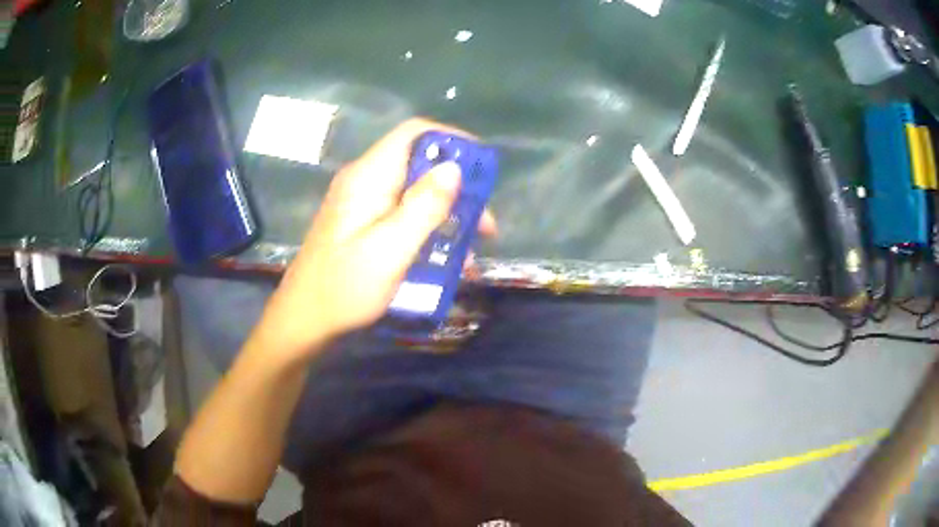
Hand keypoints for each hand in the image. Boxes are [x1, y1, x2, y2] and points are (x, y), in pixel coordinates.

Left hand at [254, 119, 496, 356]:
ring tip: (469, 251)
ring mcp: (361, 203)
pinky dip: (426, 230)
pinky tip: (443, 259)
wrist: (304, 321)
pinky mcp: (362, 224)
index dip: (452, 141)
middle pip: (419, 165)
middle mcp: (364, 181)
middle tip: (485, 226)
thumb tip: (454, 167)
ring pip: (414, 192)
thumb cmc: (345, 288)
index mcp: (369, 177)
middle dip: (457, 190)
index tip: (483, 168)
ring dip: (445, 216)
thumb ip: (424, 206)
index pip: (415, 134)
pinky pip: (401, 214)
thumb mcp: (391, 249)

--

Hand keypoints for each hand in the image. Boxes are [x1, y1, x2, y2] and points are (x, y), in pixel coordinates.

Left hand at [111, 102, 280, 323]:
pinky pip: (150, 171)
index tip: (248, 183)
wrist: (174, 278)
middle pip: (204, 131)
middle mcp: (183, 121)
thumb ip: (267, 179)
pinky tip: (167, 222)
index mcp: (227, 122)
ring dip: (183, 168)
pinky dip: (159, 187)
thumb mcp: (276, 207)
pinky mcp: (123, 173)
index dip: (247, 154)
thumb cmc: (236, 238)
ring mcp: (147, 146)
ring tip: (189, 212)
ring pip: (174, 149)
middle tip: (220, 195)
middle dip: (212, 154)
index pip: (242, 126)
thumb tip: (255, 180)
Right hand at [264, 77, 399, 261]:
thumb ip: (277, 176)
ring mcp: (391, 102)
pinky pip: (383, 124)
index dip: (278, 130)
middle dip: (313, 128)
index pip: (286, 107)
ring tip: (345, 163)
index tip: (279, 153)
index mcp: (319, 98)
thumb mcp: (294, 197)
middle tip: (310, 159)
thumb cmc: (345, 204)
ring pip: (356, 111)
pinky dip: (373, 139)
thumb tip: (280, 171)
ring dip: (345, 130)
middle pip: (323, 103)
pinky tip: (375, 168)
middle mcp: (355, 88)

▸ WHAT THIS TASK INVOLVES:
The expected answer is an exact copy of the lines above, beginning at the line with "thumb tip: (454, 167)" and ending at the line with "thumb mcp: (391, 249)", with both ends in.

▸ TASK ANSWER:
thumb tip: (454, 167)
ring pip: (414, 192)
thumb cmc: (345, 288)
index mcp: (369, 177)
middle dip: (457, 190)
index tip: (483, 168)
ring dip: (445, 216)
thumb ip: (424, 206)
index pip: (415, 134)
pinky pip: (401, 214)
thumb mcp: (391, 249)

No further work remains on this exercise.